Pear drops are the Chanel bag of the sweet world, followed closely by lemon bonbons. Retro sweets are back in vogue, says Penny Fray
Celebrities such as Madonna and David Beckham have been ‘papped’ chomping on their Chupa Chups lollies, while British Prime Minister David Cameron was spotted last year snacking on a bag of Haribo at an EU summit.
I’m rather partial to fizzy cola bottles myself and know that an increasing number of trendy media types have a secret stash of M&S’ Percys in their office drawer. Despite the recent demonisation of sugar, sweets have made a serious comeback.
Last year, the confectionery market was worth more than RO29 billion, rising 1.6 per cent year-on-year.
And as the market continues to expand, one sweetie specialist claims that the trend for old school candy is set to grow even further to meet adult demand.
“Our recent customer survey confirmed that the retro sweet trend is very much alive and kicking, with 75 per cent of independent retailers and businesses involved in the survey agreeing that the retro trend will be as strong as ever throughout 2014,” says a spokesperson for Hancocks, who stock novelty buys such as Everton Mints and Candy Watches.
According to the expert, the enduring appeal of retro sweets appears to be linked to nostalgia and novelty.
“They help adults reminisce about their childhood visits to the local sweetshop,” he says. “But the sweets also have an appeal among younger sweet lovers, who are not yet fully acquainted with the traditional numbers not always featured in your average pick-and-mix displays – sweets like Bullseyes, Pontefract Cakes, Humbugs and the mighty Rhubarb and Custard, for instance.”
In fact, much has been written recently about the Proustian effect of Rainbow Drops, Spangles and Pink Panther bars. The TV chef Nigel Slater even went so far as to proclaim that Parma Violets smelt like his Aunt Fanny’s handbag, while presenter Jonathan Ross fondly recalls confectionary cigarettes puffed for effect on chilly mornings.

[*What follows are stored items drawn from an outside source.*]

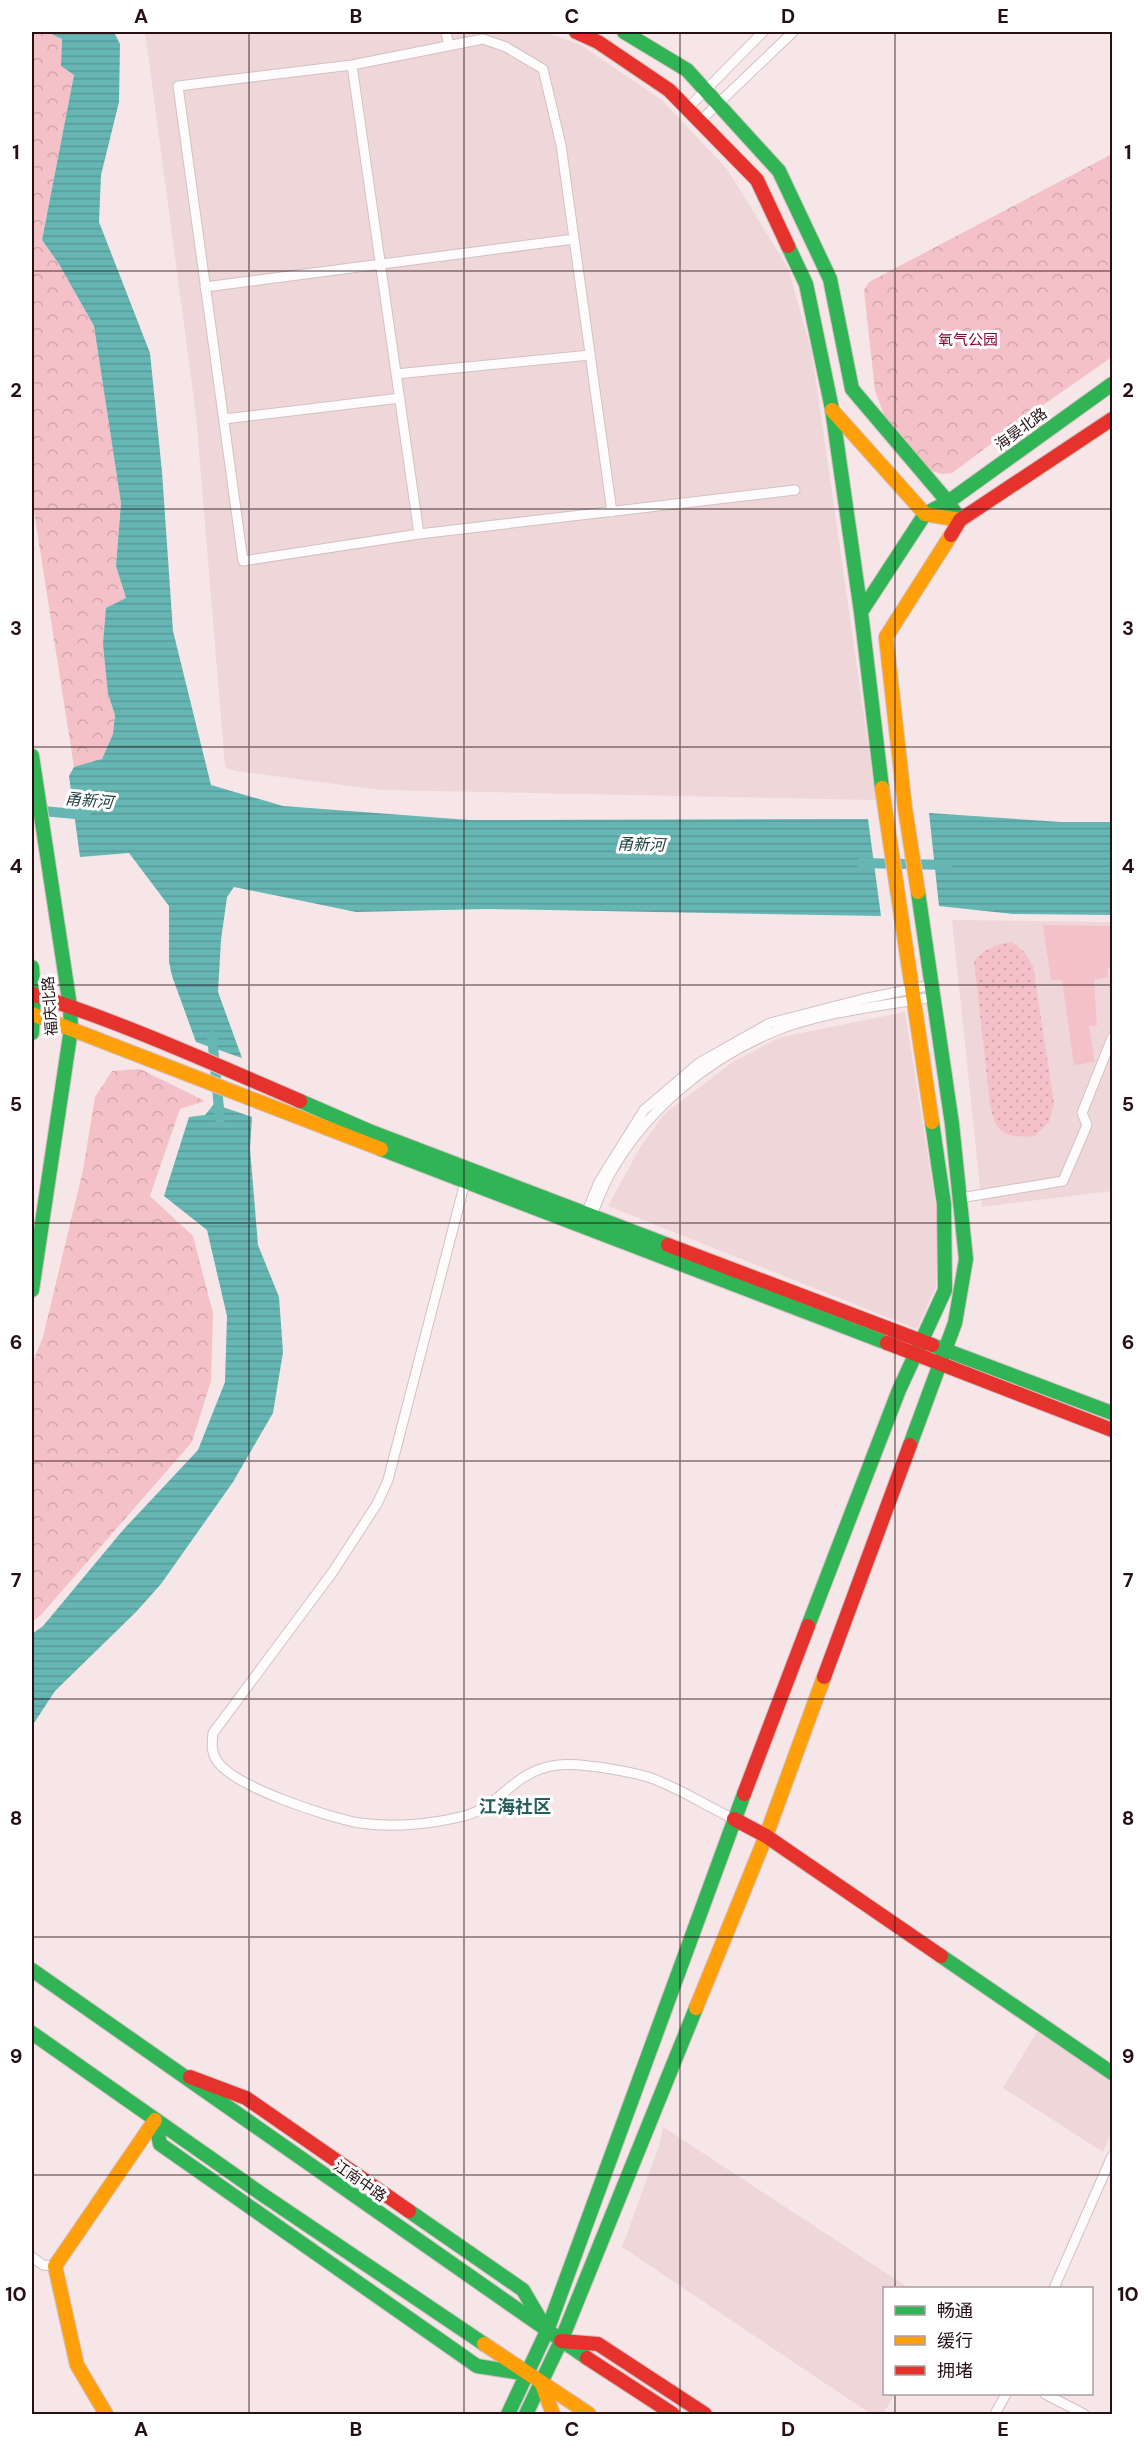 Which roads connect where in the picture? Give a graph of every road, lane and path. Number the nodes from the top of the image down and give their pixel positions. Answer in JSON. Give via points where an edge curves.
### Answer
{"nodes":[{"id":1,"x":446,"y":32,"type":"edge"},
{"id":2,"x":576,"y":32,"type":"edge"},
{"id":3,"x":624,"y":32,"type":"edge"},
{"id":4,"x":763,"y":32,"type":"edge"},
{"id":5,"x":793,"y":32,"type":"edge"},
{"id":6,"x":448,"y":46,"type":"junction"},
{"id":7,"x":352,"y":65,"type":"junction"},
{"id":8,"x":705,"y":91,"type":"junction"},
{"id":9,"x":718,"y":104,"type":"junction"},
{"id":10,"x":687,"y":109,"type":"junction"},
{"id":11,"x":700,"y":121,"type":"junction"},
{"id":12,"x":574,"y":238,"type":"junction"},
{"id":13,"x":381,"y":264,"type":"junction"},
{"id":14,"x":206,"y":287,"type":"junction"},
{"id":15,"x":590,"y":355,"type":"junction"},
{"id":16,"x":396,"y":374,"type":"junction"},
{"id":17,"x":1113,"y":384,"type":"edge"},
{"id":18,"x":400,"y":399,"type":"junction"},
{"id":19,"x":832,"y":409,"type":"junction"},
{"id":20,"x":224,"y":419,"type":"junction"},
{"id":21,"x":1113,"y":419,"type":"edge"},
{"id":22,"x":795,"y":490,"type":"dead end"},
{"id":23,"x":948,"y":502,"type":"junction"},
{"id":24,"x":612,"y":512,"type":"junction"},
{"id":25,"x":926,"y":514,"type":"junction"},
{"id":26,"x":960,"y":520,"type":"junction"},
{"id":27,"x":419,"y":534,"type":"junction"},
{"id":28,"x":861,"y":612,"type":"junction"},
{"id":29,"x":32,"y":756,"type":"edge"},
{"id":30,"x":32,"y":968,"type":"edge"},
{"id":31,"x":932,"y":991,"type":"junction"},
{"id":32,"x":33,"y":994,"type":"edge"},
{"id":33,"x":913,"y":995,"type":"junction"},
{"id":34,"x":70,"y":1006,"type":"junction"},
{"id":35,"x":32,"y":1014,"type":"edge"},
{"id":36,"x":71,"y":1029,"type":"junction"},
{"id":37,"x":32,"y":1033,"type":"edge"},
{"id":38,"x":1113,"y":1038,"type":"edge"},
{"id":39,"x":469,"y":1176,"type":"junction"},
{"id":40,"x":960,"y":1198,"type":"junction"},
{"id":41,"x":586,"y":1220,"type":"junction"},
{"id":42,"x":32,"y":1290,"type":"edge"},
{"id":43,"x":921,"y":1340,"type":"junction"},
{"id":44,"x":944,"y":1349,"type":"junction"},
{"id":45,"x":915,"y":1354,"type":"junction"},
{"id":46,"x":938,"y":1363,"type":"junction"},
{"id":47,"x":1113,"y":1413,"type":"edge"},
{"id":48,"x":1113,"y":1430,"type":"edge"},
{"id":49,"x":734,"y":1819,"type":"junction"},
{"id":50,"x":766,"y":1836,"type":"junction"},
{"id":51,"x":32,"y":1970,"type":"edge"},
{"id":52,"x":32,"y":2033,"type":"edge"},
{"id":53,"x":177,"y":2072,"type":"junction"},
{"id":54,"x":1113,"y":2073,"type":"edge"},
{"id":55,"x":156,"y":2120,"type":"junction"},
{"id":56,"x":1113,"y":2156,"type":"edge"},
{"id":57,"x":32,"y":2257,"type":"edge"},
{"id":58,"x":56,"y":2266,"type":"junction"},
{"id":59,"x":1055,"y":2287,"type":"edge"},
{"id":60,"x":547,"y":2331,"type":"junction"},
{"id":61,"x":561,"y":2341,"type":"junction"},
{"id":62,"x":526,"y":2374,"type":"junction"},
{"id":63,"x":541,"y":2382,"type":"junction"},
{"id":64,"x":1005,"y":2395,"type":"edge"},
{"id":65,"x":1047,"y":2395,"type":"edge"},
{"id":66,"x":106,"y":2415,"type":"edge"},
{"id":67,"x":508,"y":2415,"type":"edge"},
{"id":68,"x":526,"y":2415,"type":"edge"},
{"id":69,"x":553,"y":2415,"type":"edge"},
{"id":70,"x":589,"y":2415,"type":"edge"},
{"id":71,"x":673,"y":2415,"type":"edge"},
{"id":72,"x":705,"y":2415,"type":"edge"},
{"id":73,"x":995,"y":2415,"type":"edge"},
{"id":74,"x":1084,"y":2415,"type":"edge"}],
"edges":[{"from":1,"to":6,"type":"street"},
{"from":2,"to":10,"type":"main road","via":[[598,42],[669,90]]},
{"from":3,"to":8,"type":"main road","via":[[687,70]]},
{"from":4,"to":8,"type":"street"},
{"from":5,"to":9,"type":"street"},
{"from":6,"to":7,"type":"street"},
{"from":6,"to":12,"type":"street","via":[[483,39],[506,47],[543,69],[561,145]]},
{"from":7,"to":13,"type":"street"},
{"from":7,"to":14,"type":"street","via":[[178,86]]},
{"from":8,"to":9,"type":"main road"},
{"from":8,"to":10,"type":"street"},
{"from":9,"to":11,"type":"street"},
{"from":9,"to":23,"type":"main road","via":[[779,171],[830,279],[852,389]]},
{"from":10,"to":11,"type":"main road"},
{"from":11,"to":19,"type":"main road","via":[[757,180],[806,284]]},
{"from":12,"to":13,"type":"street"},
{"from":12,"to":15,"type":"street"},
{"from":13,"to":14,"type":"street"},
{"from":13,"to":16,"type":"street"},
{"from":14,"to":20,"type":"street"},
{"from":15,"to":16,"type":"street"},
{"from":15,"to":24,"type":"street"},
{"from":16,"to":18,"type":"street"},
{"from":17,"to":23,"type":"main road","name":"海晏北路"},
{"from":18,"to":20,"type":"street"},
{"from":18,"to":27,"type":"street"},
{"from":19,"to":25,"type":"main road"},
{"from":19,"to":28,"type":"main road"},
{"from":20,"to":27,"type":"street","via":[[243,561]]},
{"from":21,"to":26,"type":"main road"},
{"from":22,"to":24,"type":"street"},
{"from":23,"to":25,"type":"main road","name":"海晏北路"},
{"from":23,"to":26,"type":"main road"},
{"from":24,"to":27,"type":"street"},
{"from":25,"to":26,"type":"main road"},
{"from":25,"to":28,"type":"main road"},
{"from":26,"to":31,"type":"main road","via":[[886,637],[905,808]]},
{"from":28,"to":33,"type":"main road"},
{"from":29,"to":34,"type":"main road","name":"福庆北路"},
{"from":30,"to":32,"type":"main road","name":"福庆北路"},
{"from":31,"to":33,"type":"street"},
{"from":31,"to":40,"type":"main road"},
{"from":32,"to":34,"type":"main road"},
{"from":32,"to":35,"type":"main road","name":"福庆北路"},
{"from":33,"to":41,"type":"street","via":[[773,1032],[711,1065],[655,1111],[610,1174]]},
{"from":33,"to":43,"type":"main road","via":[[944,1204],[945,1290]]},
{"from":34,"to":36,"type":"main road","name":"福庆北路"},
{"from":34,"to":39,"type":"main road","via":[[196,1056]]},
{"from":35,"to":36,"type":"main road"},
{"from":35,"to":37,"type":"main road","name":"福庆北路"},
{"from":36,"to":39,"type":"main road","via":[[241,1095]]},
{"from":36,"to":42,"type":"main road","name":"福庆北路"},
{"from":38,"to":40,"type":"street","via":[[1082,1113],[1087,1125],[1063,1181]]},
{"from":39,"to":41,"type":"main road"},
{"from":39,"to":49,"type":"street","via":[[384,1488],[362,1530],[213,1733],[216,1761],[267,1793],[360,1823],[393,1825],[465,1816],[486,1808],[528,1773],[558,1765],[627,1771],[650,1778]]},
{"from":40,"to":44,"type":"main road","via":[[966,1258],[955,1323]]},
{"from":41,"to":43,"type":"main road"},
{"from":41,"to":45,"type":"main road"},
{"from":43,"to":44,"type":"main road"},
{"from":43,"to":45,"type":"main road"},
{"from":44,"to":46,"type":"main road"},
{"from":44,"to":47,"type":"main road"},
{"from":45,"to":46,"type":"main road"},
{"from":45,"to":49,"type":"main road"},
{"from":46,"to":48,"type":"main road"},
{"from":46,"to":50,"type":"main road"},
{"from":49,"to":50,"type":"main road"},
{"from":49,"to":60,"type":"main road"},
{"from":50,"to":54,"type":"main road"},
{"from":50,"to":61,"type":"main road"},
{"from":51,"to":53,"type":"main road","name":"江南中路"},
{"from":52,"to":55,"type":"main road"},
{"from":53,"to":60,"type":"main road","name":"江南中路"},
{"from":53,"to":60,"type":"main road","via":[[246,2098],[523,2290]]},
{"from":55,"to":58,"type":"main road"},
{"from":55,"to":62,"type":"main road"},
{"from":55,"to":62,"type":"main road","via":[[160,2144],[477,2366]]},
{"from":56,"to":59,"type":"street"},
{"from":57,"to":58,"type":"street","via":[[43,2265]]},
{"from":58,"to":66,"type":"main road","via":[[77,2365]]},
{"from":60,"to":61,"type":"main road","name":"江南中路"},
{"from":60,"to":62,"type":"main road"},
{"from":61,"to":63,"type":"main road"},
{"from":61,"to":71,"type":"main road","name":"江南中路"},
{"from":61,"to":72,"type":"main road","via":[[598,2344]]},
{"from":62,"to":63,"type":"main road"},
{"from":62,"to":67,"type":"main road"},
{"from":63,"to":68,"type":"main road"},
{"from":63,"to":69,"type":"main road"},
{"from":63,"to":70,"type":"main road"},
{"from":64,"to":73,"type":"street"},
{"from":65,"to":74,"type":"street"}]}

My own early sweet fascination ran to Sherbet Dip Dabs and sticky Fruit Salads, which I’d buy on my walk home from school at a penny store belonging to Auntie Jean. It was our own village version of Willy Wonka and the Chocolate Factory with fancy candy bars lined in a row and giant bell jars filled with flying saucers and extra powdery bonbons. These days, such vintage sweet stores are the height of fashion and chefs are falling over themselves to infuse desserts with popping candy and vintage flavours.
Of course, we admit that most sweeties are very, very bad for you. They rot your teeth, cause wrinkles and incite mood slumps and even depression. Then again, they’re not nearly as calorific as chocolate.
WINE GUMS: You are solid, dependable and so old school that you’re in danger of becoming trendy again.
HARIBO: What can we say? Mutton snacking as lamb. You have delusions of youth and probably go raving to Ibiza once a year despite having teenage kids.
LOLLIPOPS: You’re a thirtysomething Lolita and, quite frankly, it’s a bit creepy.
LIQUORICE: It’s fat free and tastes vile but it looks chic so I’m guessing you’re some kind of skinny fashionista.